Deal, a former congressman, was the target of an ethics investigation in early 2010 on allegations that he pressured state officials to retain a contract for his auto salvage business.

The investigation ended when Deal resigned to focus on his campaign, but the scrutiny didn't. Deal announced he would not allow himself or his staff to accept gifts.

The AJC reported Monday that one of Deal's first executive orders was to ban gifts to his staff and executive agency heads.

The policy prohibits any conflicts of interest by state officials in the governor's office. Gifts greater than $25 must be returned or donated to a charitable organization.

Violate the policy and you could get fired.

We rate Deal's executive order as a Promise Kept.


House Speaker John Boehner (R-Ohio): "Our debt soon will eclipse the entire size of our national economy."

Republicans say the government is spending like a drunken sailor. Democrats say the government needs to keep spending, albeit strategically, to jolt job creation.

Boehner, in the above statement, provides a perspective that Americans outside of Washington might not think about.

But is our debt really big enough to eclipse the size of the economy "soon"?

Even if the total eclipse is a decade away, "to me, that counts as soon," an expert from the conservative Heritage Foundation told us. It can take five to 10 years for congressional decisions "to turn the budget ship around," he said.

Some suggest that with policy changes and a stronger economy, these fears will never come to pass.

But since the nonpartisan Congressional Budget Office and the Democratic president’s fiscal commission agree with Boehner on the problem's scope, both citing the prospect of public debt at 185 percent of gross domestic product, Boehner's prediction is reasonable.

True.

Promises: Deal on the port of Savannah, charter schools and water

Deal's first State of the State address Wednesday was short, simple and offered few goodies.

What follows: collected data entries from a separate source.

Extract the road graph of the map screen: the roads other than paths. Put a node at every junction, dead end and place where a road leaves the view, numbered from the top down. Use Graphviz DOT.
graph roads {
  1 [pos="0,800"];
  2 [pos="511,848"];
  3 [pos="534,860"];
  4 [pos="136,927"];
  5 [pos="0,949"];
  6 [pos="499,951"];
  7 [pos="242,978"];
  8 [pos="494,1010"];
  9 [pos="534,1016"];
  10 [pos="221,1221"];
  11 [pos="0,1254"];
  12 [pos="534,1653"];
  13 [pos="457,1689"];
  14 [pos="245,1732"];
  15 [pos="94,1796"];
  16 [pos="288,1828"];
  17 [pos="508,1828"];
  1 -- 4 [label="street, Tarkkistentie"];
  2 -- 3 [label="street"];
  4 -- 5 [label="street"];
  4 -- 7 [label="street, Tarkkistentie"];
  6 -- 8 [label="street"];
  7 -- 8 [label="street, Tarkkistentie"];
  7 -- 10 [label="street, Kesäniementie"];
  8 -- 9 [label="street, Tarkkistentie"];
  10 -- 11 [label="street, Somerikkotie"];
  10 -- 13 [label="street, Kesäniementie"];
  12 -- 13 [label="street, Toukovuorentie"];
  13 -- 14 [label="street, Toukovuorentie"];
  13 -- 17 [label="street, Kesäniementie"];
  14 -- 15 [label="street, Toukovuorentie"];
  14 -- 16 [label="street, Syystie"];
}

But he did announce specifics on initiatives for four of his 37 campaign promises. We therefore rated the following commitments In The Works: 

Will deepen the port of Savannah

Deal said that he wants to set aside $32 million for the deepening, which he and others say is critical to Georgia's economic development.

Will develop a plan for more specialized charter schools

Deal said that he wants to include $15 million for funding for STEM charter schools, those that focus on science, technology, engineering and mathematics education.

Will create more reservoirs

Deal said he wants Georgia to spend $300 million over the next four years for reservoir creation and expansion. He proposed $46 million in bond funding for the effort.

Will enhance storage capacity for the state's water resources

Deal proposed that the state spend $35 million on water and sewer infrastructure.